At 11:56 p.m. the governor’s office released the final list of bills he had acted on. The “skill” games bill was listed under “amended bills,” but the details had not yet been added to the legislative information system.

SB 212, sponsored by Sen. Aaron Rouse, D-Virginia Beach, and Sen. Timmy French, R-Frederick County, among others, which had passed in the Senate by 32-8 and in the House by 51-45. The House passed the companion measure, HB 590, last month also on a bipartisan 65-34 vote, followed by a unanimous vote in the Senate. 

Both chambers of the legislature backed legislation that would establish a regulatory framework and tax structure for “skill” games, benefiting small businesses and generating an estimated $200 million in tax revenue for the commonwealth. Critics had called the games “neighborhood slot machines.”
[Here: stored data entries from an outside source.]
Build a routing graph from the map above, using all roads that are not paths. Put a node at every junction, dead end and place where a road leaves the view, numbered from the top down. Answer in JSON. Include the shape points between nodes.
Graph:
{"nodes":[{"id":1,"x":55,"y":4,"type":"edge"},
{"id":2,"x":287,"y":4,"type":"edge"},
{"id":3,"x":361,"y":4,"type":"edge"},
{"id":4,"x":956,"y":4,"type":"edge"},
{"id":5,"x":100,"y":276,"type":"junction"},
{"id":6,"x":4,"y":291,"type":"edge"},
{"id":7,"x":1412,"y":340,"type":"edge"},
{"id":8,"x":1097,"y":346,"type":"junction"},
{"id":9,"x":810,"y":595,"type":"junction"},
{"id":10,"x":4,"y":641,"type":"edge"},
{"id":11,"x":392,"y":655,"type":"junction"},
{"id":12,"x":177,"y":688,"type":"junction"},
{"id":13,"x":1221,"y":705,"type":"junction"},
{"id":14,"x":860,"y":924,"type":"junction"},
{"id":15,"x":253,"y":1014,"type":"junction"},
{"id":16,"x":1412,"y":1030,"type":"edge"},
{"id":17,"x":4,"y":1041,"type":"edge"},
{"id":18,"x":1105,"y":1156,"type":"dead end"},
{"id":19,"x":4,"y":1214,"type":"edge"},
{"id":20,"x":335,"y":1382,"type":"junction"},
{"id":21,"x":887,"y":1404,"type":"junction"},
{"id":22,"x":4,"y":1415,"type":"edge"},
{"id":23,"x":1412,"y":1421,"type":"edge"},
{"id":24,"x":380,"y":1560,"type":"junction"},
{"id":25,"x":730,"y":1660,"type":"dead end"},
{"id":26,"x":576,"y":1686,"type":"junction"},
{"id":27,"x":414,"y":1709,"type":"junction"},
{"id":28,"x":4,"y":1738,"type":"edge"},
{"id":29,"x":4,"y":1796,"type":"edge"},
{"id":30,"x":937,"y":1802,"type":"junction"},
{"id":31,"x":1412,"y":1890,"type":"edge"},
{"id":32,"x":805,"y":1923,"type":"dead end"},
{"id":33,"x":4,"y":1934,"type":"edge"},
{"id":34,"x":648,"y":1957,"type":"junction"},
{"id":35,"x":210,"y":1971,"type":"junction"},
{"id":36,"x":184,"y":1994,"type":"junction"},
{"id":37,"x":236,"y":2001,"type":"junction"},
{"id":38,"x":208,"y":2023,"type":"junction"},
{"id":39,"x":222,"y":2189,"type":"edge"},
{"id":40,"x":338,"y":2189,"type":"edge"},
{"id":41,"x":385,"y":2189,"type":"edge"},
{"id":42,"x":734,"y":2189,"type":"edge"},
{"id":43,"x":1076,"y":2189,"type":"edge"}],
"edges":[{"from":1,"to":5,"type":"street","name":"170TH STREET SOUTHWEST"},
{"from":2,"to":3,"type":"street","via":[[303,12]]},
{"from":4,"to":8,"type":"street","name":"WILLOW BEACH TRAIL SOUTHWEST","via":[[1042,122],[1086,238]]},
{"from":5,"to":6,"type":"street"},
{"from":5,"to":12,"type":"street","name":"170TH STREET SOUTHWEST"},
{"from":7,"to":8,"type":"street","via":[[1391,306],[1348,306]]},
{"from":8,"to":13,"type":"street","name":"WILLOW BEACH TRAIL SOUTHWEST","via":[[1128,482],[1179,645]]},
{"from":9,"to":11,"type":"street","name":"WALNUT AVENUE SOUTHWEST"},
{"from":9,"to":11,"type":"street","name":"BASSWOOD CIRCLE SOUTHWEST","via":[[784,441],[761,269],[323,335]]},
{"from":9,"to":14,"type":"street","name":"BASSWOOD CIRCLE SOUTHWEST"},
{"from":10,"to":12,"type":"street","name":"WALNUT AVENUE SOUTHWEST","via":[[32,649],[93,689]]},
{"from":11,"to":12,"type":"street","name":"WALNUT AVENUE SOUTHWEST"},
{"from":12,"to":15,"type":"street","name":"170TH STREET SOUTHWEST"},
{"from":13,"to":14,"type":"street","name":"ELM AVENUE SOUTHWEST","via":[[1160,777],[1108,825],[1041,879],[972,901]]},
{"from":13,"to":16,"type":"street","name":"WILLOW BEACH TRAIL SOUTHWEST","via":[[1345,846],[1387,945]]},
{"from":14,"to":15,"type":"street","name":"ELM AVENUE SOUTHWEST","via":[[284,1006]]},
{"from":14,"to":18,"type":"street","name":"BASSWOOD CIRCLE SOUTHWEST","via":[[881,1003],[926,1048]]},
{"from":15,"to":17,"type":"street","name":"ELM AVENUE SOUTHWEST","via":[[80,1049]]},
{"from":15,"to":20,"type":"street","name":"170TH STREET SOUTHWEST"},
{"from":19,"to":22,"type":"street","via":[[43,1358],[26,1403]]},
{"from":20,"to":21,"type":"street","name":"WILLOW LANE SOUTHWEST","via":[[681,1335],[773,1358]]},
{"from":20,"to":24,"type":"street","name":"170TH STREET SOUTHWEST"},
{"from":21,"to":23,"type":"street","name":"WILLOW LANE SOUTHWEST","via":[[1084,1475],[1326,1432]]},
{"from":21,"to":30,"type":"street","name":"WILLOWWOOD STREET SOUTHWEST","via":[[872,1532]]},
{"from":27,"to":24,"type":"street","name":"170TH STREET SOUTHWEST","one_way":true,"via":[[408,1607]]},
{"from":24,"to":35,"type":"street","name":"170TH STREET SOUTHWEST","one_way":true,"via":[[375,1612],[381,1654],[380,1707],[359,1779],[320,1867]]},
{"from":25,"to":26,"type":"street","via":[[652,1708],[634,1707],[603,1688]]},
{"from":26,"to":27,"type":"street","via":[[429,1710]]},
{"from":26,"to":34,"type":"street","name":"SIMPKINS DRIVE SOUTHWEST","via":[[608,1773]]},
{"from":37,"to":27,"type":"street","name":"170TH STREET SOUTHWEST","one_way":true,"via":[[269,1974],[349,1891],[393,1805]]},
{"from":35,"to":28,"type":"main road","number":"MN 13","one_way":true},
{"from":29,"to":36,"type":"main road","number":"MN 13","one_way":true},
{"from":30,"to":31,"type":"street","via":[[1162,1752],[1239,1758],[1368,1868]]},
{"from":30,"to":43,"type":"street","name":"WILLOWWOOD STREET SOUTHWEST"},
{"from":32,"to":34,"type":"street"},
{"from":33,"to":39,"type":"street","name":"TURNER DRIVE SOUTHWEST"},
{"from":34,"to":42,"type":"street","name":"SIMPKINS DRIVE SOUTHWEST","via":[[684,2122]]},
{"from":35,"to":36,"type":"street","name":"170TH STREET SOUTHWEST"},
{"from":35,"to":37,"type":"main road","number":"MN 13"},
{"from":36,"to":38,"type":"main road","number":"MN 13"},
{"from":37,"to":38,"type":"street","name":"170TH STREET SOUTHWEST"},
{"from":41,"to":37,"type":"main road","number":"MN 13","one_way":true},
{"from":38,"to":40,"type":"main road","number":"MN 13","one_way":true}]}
The General Assembly in 2020 passed legislation banning skill games effective J​​uly 1 of that year after some lawmakers expressed concern that the electronic betting machines could pose a threat to the profitability of several planned casinos in the commonwealth.

But after the coronavirus pandemic shuttered thousands of businesses, lawmakers agreed to a one-year reprieve for operations of the electronic skill games. There are currently 6,000 machines in the commonwealth that were previously regulated by the Virginia ABC, plus an estimated 2,000 additional machines that are operated illegally.

After the expiration of the ABC’s regulatory oversight ended on June 30, 2022, businesses across Virginia have been operating skill games in murky legal territory.

That ended last fall, when the Supreme Court of Virginia reinstated the state’s ban on slots-like skill machines in the commonwealth, overruling a decision by a lower court that had issued a temporary injunction blocking the enforcement of the ban.

The Greensville County Circuit Court issued the injunction in December 2021 after Hermie Sadler, a former NASCAR driver and entrepreneur from Emporia, had filed a suit against then-Gov. Ralph Northam; Mark Herring, then the attorney general; and the Virginia Alcoholic Beverage Control Authority after Virginia’s ban of skill games went into effect. 

While the injunction was in place, Virginia was not collecting tax revenue on legal skill games.

In his suit Sadler alleges that the ban infringes his First Amendment rights as a businessman and that its sole purpose is to create an advantage for large, resort-style casinos and gambling chains moving into Virginia at the expense of small businesses surviving off the profit of the betting machines.